Mossberg has the WSJ logo floating above him so he is taken seriously. Once again, one doesn't mean to run him down. I merely have a few observations about his "review".
As some sort of preamble, let me add that I am highly sceptical of reviewers who get operating systems installed by others/companies and then test them.
The first thing that struck me was this sentence: "My interest increased when Dell began to sell a few computer models preloaded with Ubuntu instead of Windows." If this is the sole reason for reviewing any Linux distribution - that it should be offered pre-loaded by a major manufacturer - then one may well be starting off on the wrong foot.
First up, if I were reviewing a new operating system offered by a company, I would first look at testing it on a model that is in more common use - in other words, I would look at a desktop first, not a laptop. That's what the average non-technical man/woman of the masses has at his/her disposal. But then I could be wrong - maybe the "mainstream, nontechie users of digital technology" at whom Mossberg aims his column have a bias towards laptops.
Mossberg concludes that Linux is "still too rough around the edges for the vast majority of computer users." He cites the following problems as examples of "rough around the edges":
1. The lack of a control panel to control the sensitivity of a touchpad on the laptop.
Let's be brutally frank about this: these touchpads, tune how them you like, are not for the likes of people in their 50s and 60s who have clumsy fingers. I put myself in this class. I hate the touchpad with a vengeance, even that eminently adjustable one on my son's MacBook. For him, it is a piece of cake - his nimble fingers move around with ease and a $A50 wireless mouse I got him has been left unused.
If a 60-year-old complains about a touchpad, I would gently tap him on the shoulder and tell him to get a mouse. It's time to grow old gracefully. Some gadgets are not meant for those of us over 50. These "mainstream, nontechie users of digital technology" can afford to buy laptops - surely they can invest in a mouse as well?
2. The lack of codecs to play common audio and video files.
This is a genuine problem. It would not be if Dell had bothered to fine-tune the Ubuntu it sells; you wouldn't expect a Windows laptop from Dell to be in its vanilla state, would you? But then this is an issue with vanilla Windows too - only the Dell people probably sort out things for the buyer before a machine leaves the sales outlet. When I tested Vista , I could not play .avi or mp4 files.
3. Inability to get a common camera or an iPod recognised.
Once again, I am willing to grant the man his gripe.
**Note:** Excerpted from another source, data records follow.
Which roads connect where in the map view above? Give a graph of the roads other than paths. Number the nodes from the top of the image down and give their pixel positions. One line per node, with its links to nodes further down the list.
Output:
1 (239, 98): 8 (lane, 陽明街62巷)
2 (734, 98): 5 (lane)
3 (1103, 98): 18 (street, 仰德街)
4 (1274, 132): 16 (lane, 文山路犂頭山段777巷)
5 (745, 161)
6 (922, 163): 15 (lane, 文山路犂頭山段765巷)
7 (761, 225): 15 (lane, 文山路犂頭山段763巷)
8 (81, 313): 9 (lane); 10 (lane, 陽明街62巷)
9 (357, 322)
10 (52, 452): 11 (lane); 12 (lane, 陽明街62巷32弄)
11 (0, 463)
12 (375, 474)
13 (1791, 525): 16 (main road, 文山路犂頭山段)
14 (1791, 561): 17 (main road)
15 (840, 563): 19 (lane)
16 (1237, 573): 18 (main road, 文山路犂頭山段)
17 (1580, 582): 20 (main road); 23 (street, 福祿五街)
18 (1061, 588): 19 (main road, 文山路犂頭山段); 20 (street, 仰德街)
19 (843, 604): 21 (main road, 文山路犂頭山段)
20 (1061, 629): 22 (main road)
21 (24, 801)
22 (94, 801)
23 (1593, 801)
But there are similar problems with peripherals on Vista - I had problems with a printer for which the vendor has supplied Vista-specific drivers!
Towards the end of the review, Mossberg writes: "But open source is a two-edged sword. While it draws on smart developers from many places, nobody is ultimately responsible for the quality of the product, and open-source developers often have an imperfect feel for how average people use software."
Now I'm sure that the man has read, in its entirety, the end user licence agreement that every user of Windows is bound to. If one can find any trace of someone being "ultimately responsible for the product" therein, then I'd like to hear about it. I couldn't find anything in it to guarantee customer rights. But again I could be wrong.
The other bit of Mossberg's conclusion is again somewhat loose: "open-source developers often have an imperfect feel for how average people use software." I would change that to read "all developers". They really do live in their own world - but so do all of us. It's the usability people who decide on the look and feel, not developers.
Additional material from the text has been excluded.